Guide

On this page we describe the TCP Transport as an example for developers who wish to write their own instantiations of the Transport layer. The purpose of any such instantiation is to provide a function

createTransport :: <transport specific arguments> -> IO (Either <transport specific error> Transport)

For instance, the TCP transport offers

createTransport :: N.HostName -> N.ServiceName -> IO (Either IOException Transport)

This could be the only function that Network.Transport.TCP exports (the only reason it exports more is to provide an API for unit tests for the TCP transport, some of which work at a lower level). Your implementation will now be guided by the Network.Transport API. In particular, you will need to implement newEndPoint, which in turn will require you to implement receive, connect, etc.

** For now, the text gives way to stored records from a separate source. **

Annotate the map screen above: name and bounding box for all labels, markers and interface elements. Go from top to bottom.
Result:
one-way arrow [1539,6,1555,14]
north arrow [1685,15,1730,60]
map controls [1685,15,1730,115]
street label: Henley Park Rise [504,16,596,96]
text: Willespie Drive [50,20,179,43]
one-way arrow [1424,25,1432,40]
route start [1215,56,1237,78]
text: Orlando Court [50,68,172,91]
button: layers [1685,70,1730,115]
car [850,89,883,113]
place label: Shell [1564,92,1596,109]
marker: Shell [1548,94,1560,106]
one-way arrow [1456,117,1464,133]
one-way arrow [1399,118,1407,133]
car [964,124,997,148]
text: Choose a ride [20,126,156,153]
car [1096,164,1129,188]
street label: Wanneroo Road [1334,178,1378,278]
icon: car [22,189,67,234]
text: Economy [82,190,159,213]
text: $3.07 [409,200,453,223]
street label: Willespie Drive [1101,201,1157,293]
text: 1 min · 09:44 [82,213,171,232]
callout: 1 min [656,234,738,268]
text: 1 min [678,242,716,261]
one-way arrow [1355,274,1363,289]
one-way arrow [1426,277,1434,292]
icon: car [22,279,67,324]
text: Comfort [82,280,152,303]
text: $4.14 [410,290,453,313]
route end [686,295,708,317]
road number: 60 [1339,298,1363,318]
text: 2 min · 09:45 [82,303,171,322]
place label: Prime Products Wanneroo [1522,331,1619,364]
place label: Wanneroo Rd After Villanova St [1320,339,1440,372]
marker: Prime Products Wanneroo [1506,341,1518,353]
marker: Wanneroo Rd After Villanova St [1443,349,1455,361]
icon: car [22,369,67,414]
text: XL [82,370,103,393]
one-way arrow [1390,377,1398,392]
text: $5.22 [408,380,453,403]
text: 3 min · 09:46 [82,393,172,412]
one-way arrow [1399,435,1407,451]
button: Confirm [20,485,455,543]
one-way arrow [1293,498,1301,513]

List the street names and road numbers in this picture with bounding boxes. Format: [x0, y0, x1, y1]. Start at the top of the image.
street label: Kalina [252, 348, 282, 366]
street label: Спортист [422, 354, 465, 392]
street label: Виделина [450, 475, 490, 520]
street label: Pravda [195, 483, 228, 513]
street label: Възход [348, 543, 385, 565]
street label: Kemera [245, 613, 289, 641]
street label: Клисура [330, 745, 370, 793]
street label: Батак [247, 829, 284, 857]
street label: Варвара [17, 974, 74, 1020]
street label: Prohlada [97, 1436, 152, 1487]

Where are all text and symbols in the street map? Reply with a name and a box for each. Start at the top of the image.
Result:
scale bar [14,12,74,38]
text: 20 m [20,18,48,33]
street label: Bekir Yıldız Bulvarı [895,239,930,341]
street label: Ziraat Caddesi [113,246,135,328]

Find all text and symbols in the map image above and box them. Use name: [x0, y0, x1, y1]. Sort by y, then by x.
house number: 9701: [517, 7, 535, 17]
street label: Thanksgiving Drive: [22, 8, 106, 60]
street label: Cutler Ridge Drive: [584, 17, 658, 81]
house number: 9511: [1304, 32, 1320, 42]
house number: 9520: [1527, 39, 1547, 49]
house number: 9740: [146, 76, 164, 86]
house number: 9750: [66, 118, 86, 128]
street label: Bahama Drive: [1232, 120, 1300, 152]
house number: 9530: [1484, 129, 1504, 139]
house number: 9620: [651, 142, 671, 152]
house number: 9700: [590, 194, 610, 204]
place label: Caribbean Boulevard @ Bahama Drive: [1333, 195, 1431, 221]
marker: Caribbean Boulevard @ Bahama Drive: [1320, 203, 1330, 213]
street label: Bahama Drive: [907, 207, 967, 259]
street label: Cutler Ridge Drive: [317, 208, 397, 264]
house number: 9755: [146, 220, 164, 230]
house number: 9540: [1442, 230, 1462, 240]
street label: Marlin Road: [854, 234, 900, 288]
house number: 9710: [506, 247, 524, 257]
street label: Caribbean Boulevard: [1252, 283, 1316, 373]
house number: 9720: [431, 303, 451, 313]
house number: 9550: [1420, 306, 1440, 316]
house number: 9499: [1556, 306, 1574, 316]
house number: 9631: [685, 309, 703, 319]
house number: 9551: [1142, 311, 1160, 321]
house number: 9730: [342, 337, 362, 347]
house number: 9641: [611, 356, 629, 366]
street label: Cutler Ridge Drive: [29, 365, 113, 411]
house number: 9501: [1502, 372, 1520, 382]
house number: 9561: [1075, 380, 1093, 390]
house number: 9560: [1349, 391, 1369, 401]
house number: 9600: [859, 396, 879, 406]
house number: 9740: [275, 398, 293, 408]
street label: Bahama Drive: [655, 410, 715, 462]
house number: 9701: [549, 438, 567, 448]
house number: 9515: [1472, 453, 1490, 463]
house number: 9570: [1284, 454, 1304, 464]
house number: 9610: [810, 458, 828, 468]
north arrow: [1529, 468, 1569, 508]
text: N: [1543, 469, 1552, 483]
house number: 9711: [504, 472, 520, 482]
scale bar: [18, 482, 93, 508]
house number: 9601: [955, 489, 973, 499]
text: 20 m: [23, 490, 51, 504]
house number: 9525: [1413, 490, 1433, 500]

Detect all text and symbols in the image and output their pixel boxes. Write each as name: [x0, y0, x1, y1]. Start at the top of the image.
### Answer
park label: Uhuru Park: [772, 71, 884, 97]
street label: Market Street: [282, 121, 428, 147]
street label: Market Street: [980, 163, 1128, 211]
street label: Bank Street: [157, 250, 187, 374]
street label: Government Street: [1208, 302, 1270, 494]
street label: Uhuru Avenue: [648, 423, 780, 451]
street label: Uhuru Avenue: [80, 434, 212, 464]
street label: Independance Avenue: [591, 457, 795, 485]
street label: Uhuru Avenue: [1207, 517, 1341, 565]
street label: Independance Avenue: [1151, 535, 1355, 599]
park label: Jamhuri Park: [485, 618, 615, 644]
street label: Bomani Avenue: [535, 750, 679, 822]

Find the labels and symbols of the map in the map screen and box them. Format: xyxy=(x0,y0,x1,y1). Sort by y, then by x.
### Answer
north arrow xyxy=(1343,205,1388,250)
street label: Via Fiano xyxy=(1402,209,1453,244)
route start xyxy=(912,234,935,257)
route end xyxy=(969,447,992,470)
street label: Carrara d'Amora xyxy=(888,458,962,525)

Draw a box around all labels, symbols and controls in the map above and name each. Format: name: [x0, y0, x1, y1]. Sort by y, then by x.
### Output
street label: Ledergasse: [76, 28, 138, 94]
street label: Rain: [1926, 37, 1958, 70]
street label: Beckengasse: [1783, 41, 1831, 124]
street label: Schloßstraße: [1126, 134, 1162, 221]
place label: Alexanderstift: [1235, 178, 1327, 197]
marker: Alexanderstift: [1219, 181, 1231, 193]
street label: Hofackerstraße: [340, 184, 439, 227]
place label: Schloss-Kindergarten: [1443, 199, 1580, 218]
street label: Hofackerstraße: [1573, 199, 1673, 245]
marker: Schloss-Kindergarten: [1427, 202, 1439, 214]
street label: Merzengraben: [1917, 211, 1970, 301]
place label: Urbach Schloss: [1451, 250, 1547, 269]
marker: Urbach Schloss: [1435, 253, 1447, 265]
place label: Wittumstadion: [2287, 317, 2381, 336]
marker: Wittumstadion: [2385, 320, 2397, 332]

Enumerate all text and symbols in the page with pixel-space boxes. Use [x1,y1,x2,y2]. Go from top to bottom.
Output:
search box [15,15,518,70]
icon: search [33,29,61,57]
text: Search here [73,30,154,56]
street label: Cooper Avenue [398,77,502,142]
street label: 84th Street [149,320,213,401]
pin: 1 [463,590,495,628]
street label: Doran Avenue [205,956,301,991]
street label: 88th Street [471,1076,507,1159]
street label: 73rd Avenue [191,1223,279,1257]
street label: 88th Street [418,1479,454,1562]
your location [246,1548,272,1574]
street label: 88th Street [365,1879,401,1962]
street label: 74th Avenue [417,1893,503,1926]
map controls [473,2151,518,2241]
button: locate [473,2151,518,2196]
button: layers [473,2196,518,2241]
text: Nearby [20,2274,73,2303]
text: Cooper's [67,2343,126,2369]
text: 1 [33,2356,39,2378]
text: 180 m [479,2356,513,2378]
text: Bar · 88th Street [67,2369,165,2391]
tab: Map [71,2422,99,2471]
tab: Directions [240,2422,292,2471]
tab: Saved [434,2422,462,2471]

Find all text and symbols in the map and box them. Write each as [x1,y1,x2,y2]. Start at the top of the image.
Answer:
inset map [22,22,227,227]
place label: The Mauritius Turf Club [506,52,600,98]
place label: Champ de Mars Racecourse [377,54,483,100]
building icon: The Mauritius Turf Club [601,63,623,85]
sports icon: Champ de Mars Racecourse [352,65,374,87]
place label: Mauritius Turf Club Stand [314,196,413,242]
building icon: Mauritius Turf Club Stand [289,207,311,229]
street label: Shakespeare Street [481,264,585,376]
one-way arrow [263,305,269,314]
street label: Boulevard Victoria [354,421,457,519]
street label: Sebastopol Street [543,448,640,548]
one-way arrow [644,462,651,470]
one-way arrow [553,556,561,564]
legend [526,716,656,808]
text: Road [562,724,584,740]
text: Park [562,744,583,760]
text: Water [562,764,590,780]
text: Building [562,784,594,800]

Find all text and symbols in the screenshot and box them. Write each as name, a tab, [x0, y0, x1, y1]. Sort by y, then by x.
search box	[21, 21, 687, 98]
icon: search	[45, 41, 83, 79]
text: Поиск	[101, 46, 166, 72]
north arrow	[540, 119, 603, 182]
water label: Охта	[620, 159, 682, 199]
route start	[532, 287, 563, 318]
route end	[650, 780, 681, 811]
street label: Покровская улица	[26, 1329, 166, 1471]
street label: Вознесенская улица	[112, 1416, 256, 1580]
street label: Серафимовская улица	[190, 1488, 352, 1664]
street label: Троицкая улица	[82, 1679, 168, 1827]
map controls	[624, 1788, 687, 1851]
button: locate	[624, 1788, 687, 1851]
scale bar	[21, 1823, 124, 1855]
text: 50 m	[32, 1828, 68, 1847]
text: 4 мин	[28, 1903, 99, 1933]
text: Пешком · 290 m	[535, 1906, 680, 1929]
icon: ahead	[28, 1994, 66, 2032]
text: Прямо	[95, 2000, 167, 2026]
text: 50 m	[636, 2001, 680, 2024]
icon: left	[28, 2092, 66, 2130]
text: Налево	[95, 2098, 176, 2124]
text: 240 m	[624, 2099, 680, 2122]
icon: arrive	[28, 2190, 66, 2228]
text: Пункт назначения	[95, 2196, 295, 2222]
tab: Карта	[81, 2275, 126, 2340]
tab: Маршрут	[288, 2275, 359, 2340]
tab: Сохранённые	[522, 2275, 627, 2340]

Mapping Network.Transport concepts to TCP

The following picture is a schematic overview of how the Network.Transport concepts map down to their TCP counterparts.


The TCP transport


  • The blue boxes represent Transport instances. At the top we have two Transport instances on the same TCP node 198.51.100.1. These could be as part of the same Haskell process or, perhaps more typically, in separate processes. Different Transport instances on the same host must get a different port number.
  • The orange boxes represent EndPoints. A Transport can have multiple EndPoints (or none). EndPointAddresses in the TCP transport are triplets TCP host:TCP port:endpoint ID.
  • The heavyset lines represent (heavyweight, bidirectional) TCP connections; the squiggly lines represent Transport level (lightweight, unidirectional) connections. The TCP transport guarantees that at most a single TCP connection will be set up between any pair of endpoints; all lightweight connections get multiplexed over this single connection.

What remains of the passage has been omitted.